Now, some of you may wonder whether we are turning back the clock to another age. Gas rationing, oil shortages, reduced speed limits--they all sound like a way of life we left behind with Glenn Miller and the war of the forties. Well, in fact, part of our current problem also stems from war--the war in the Middle East. But our deeper energy problems come not from war, but from peace and from abundance. We are running out of energy today because our economy has grown enormously and because in prosperity what were once considered luxuries are now considered necessities.

How many of you can remember when it was very unusual to have a home air-conditioned? And yet, this is very common in almost all parts of the Nation.

As a result, the average American will consume as much energy in the next 7 days as most other people in the world will consume in an entire year. We have only 6 percent of the world's people in America, but we consume over 30 percent of all the energy in the world.

Now, our growing demands have bumped up against the limits of available supply, and until we provide new sources of energy for tomorrow, we must be prepared to tighten our belts today.

Let me turn now to our long-range plans.

While a resolution of the immediate crisis is our highest priority, we must also act now to prevent a recurrence of such a crisis in the future. This is a matter of bipartisan concern. It is going to require a bipartisan response.

Two years ago, in the first energy message any President has ever sent to the Congress, I called attention to our urgent energy problem. Last April, this year, I reaffirmed to the Congress the magnitude of that problem, and I called for action on seven major legislative initiatives. Again in June, I called for action. I have done so frequently since then.

But thus far, not one major energy bill that I have asked for has been enacted. I realize that the Congress has been distracted in this period by other matters. But the time has now come for the Congress to get on with this urgent business-providing the legislation that will meet not only the current crisis but also the long-range challenge 'that we face.

Our failure to act now on our long-term energy problems could seriously endanger the capacity of our farms and of our factories to employ Americans at record-breaking rates--nearly 86 million people are now at work in this country-and to provide the highest standard of living we or any other nation has ever known in history.

It could reduce the capacity of our farmers to provide the food we need. It could jeopardize our entire transportation system. It could seriously weaken the ability of America to continue to give the leadership which only we can provide to keep the peace that we have won at such great cost for thousands of our finest young Americans.

That is why it is time to act now on vital energy legislation that will affect our daily lives, not just this year, but for years to come.

We must have the legislation now which will authorize construction of the Alaska pipeline--legislation which is not burdened with irrelevant and unnecessary provisions.

We must have legislative authority to encourage production of our vast quantities of natural gas, one of the cleanest and best sources of energy.

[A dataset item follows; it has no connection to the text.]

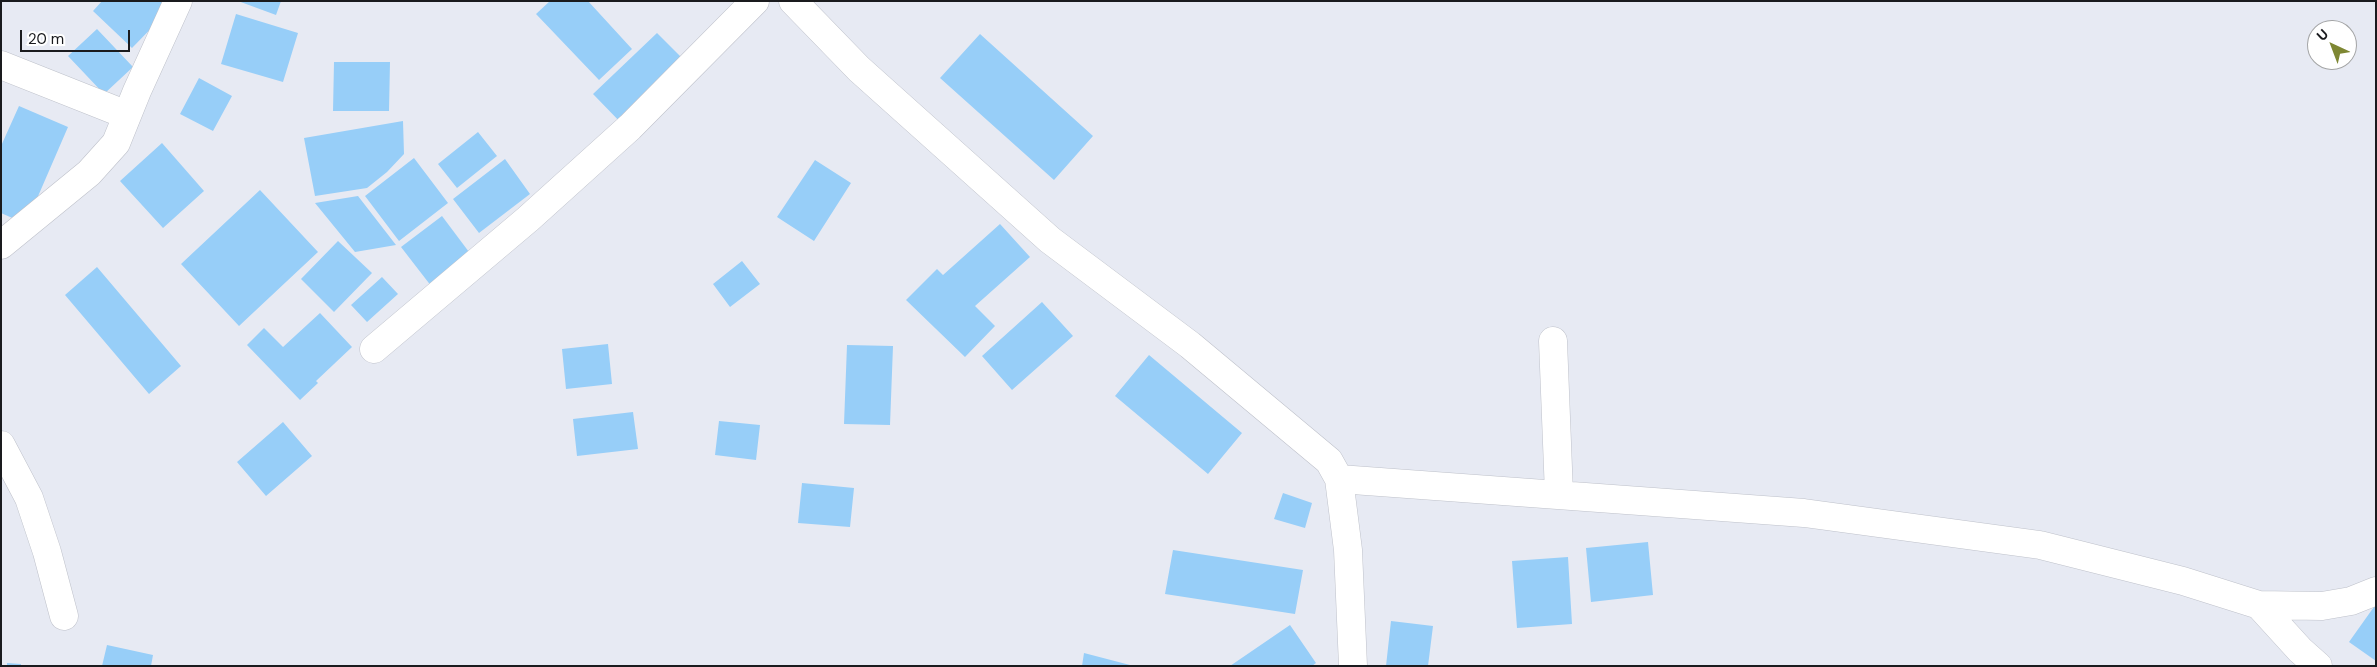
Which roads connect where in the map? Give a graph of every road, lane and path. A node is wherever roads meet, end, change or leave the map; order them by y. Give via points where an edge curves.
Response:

We must have the legal ability to set reasonable standards for the surface mining of coal.

And we must have the organizational structures to meet and administer our energy programs.

And therefore, tonight, as I did this morning in meeting with the Congressional leaders, I again urge the Congress to give its attention to the initiatives I recommended 6 months ago to meet these needs that I have described.

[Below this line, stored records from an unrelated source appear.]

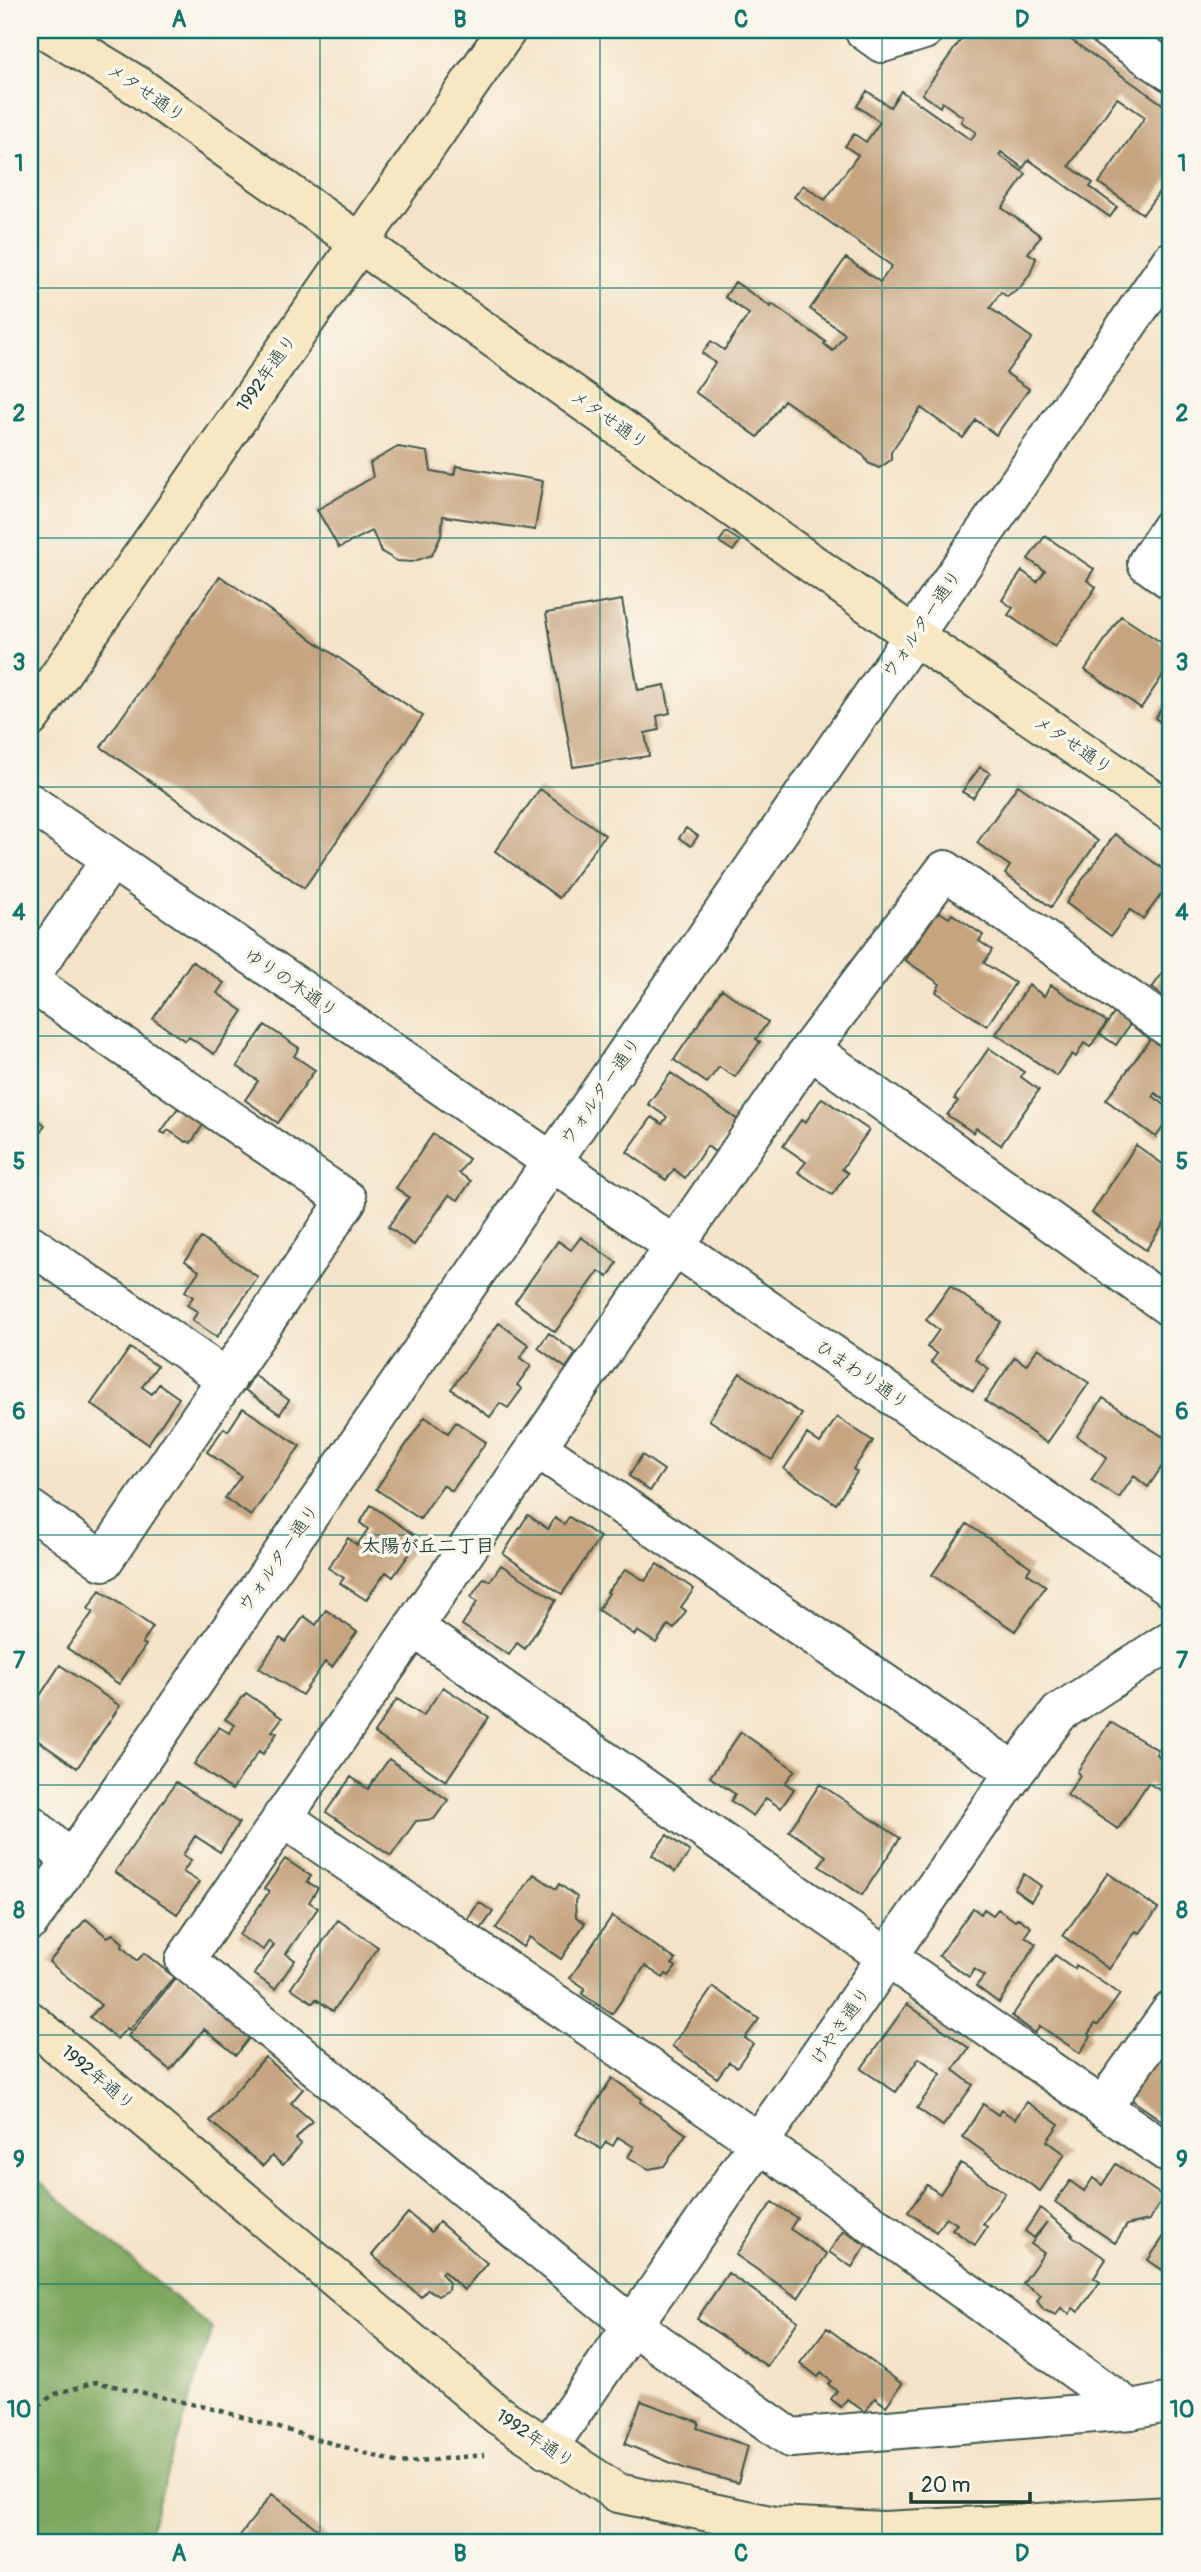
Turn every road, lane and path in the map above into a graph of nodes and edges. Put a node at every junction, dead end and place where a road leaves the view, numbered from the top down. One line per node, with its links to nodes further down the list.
1 (46, 30): 7 (street, メタせ通り)
2 (507, 30): 7 (street, 1992年通り)
3 (864, 30): 4 (street)
4 (924, 30)
5 (1109, 30): 6 (street)
6 (1171, 72)
7 (358, 243): 11 (street, メタせ通り); 12 (street, 1992年通り)
8 (1171, 261): 11 (street, ウォルター通り)
9 (1171, 527): 10 (street)
10 (1171, 580)
11 (914, 636): 14 (street, メタせ通り); 20 (street, ウォルター通り)
12 (30, 718)
13 (30, 803): 15 (street, ゆりの木通り)
14 (1171, 812)
15 (111, 860): 16 (street); 20 (street, ゆりの木通り)
16 (30, 976)
17 (30, 982): 24 (street)
18 (1171, 1029): 19 (street)
19 (810, 1049): 22 (street); 23 (street)
20 (552, 1162): 22 (street, ひまわり通り); 33 (street, ウォルター通り)
21 (30, 1244): 24 (street)
22 (676, 1247): 25 (street); 27 (street, ひまわり通り)
23 (1171, 1308)
24 (227, 1379): 26 (street)
25 (536, 1447): 28 (street); 30 (street)
26 (30, 1508)
27 (1171, 1587)
28 (413, 1627): 31 (street); 35 (street)
29 (1171, 1640): 30 (street, けやき通り)
30 (1015, 1772): 35 (street, けやき通り)
31 (282, 1817): 39 (street); 41 (street)
32 (30, 1824): 33 (street)
33 (71, 1861): 34 (street, ウォルター通り)
34 (30, 1921)
35 (888, 1958): 38 (street); 39 (street, けやき通り)
36 (1171, 2011): 38 (street)
37 (30, 2021): 45 (street, 1992年通り)
38 (1103, 2106): 40 (street)
39 (758, 2142): 41 (street, けやき通り); 43 (street)
40 (1171, 2155)
41 (632, 2325): 43 (street); 45 (street, けやき通り)
42 (1171, 2402): 43 (street)
43 (1131, 2410)
44 (30, 2412): 45 (path)
45 (547, 2449): 46 (street, 1992年通り)
46 (1171, 2516)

Finally, I have stressed repeatedly the necessity of increasing our energy research and development efforts. Last June, I announced a 5-year, $10 billion program to develop better ways of using energy and to explore and develop new energy sources. Last month, I announced plans for an immediate acceleration of that program.

We can take heart from the fact that we in the United States have half the world's known coal reserves. We have huge, untapped sources of natural gas. We have the most advanced nuclear technology known to man. We have oil in our continental shelves. We have oil shale out in the western part of the United States, and we have some of the finest technical and scientific minds in the world. In short, we have all the resources we need to meet the great challenge before us. Now we must demonstrate the will to meet that challenge.

In World War II, America was faced with the necessity of rapidly developing an atomic capability. The circumstances were grave. Responding to that challenge, this Nation brought together its finest scientific skills and its finest administrative skills in what was known as the Manhattan Project. With all the needed resources at its command, with the highest priority assigned to its efforts, the Manhattan Project gave us the atomic capacity that helped to end the war in the Pacific and to bring peace to the world.

Twenty years later, responding to a different challenge, we focused our scientific and technological genius on the frontiers of space. We pledged to put a man on the Moon before 1970, and on July 20, 1969, Neil Armstrong made that historic "giant leap for mankind" when he stepped on the Moon.

The lessons of the Apollo project and of the earlier Manhattan Project are the same lessons that are taught by the whole of American history: Whenever the American people are faced with a clear goal and they are challenged to meet it, we can do extraordinary things.

Today the challenge is to regain the strength that we had earlier in this century, the strength of self-sufficiency. Our ability to meet our own energy needs is directly limited to our continued ability to act decisively and independently at home and abroad in the service of peace, not only for America but for all nations in the world.

I have ordered funding of this effort to achieve self-sufficiency far in excess of the funds that were expended on the Manhattan Project. But money is only one of the ingredients essential to the success of such a project. We must also have a unified .commitment to that goal. We must have unified direction of the effort to accomplish it.

Because of the urgent need for an organization that would provide focused leadership for this effort, I am asking the Congress to consider my proposal for an Energy Research and Development Administration, separate from any other organizational initiatives, and to enact this legislation in the present session of the Congress.

Let us unite in committing the resources of this Nation to a major new endeavor, an endeavor that in this Bicentennial Era we can appropriately call "Project Independence."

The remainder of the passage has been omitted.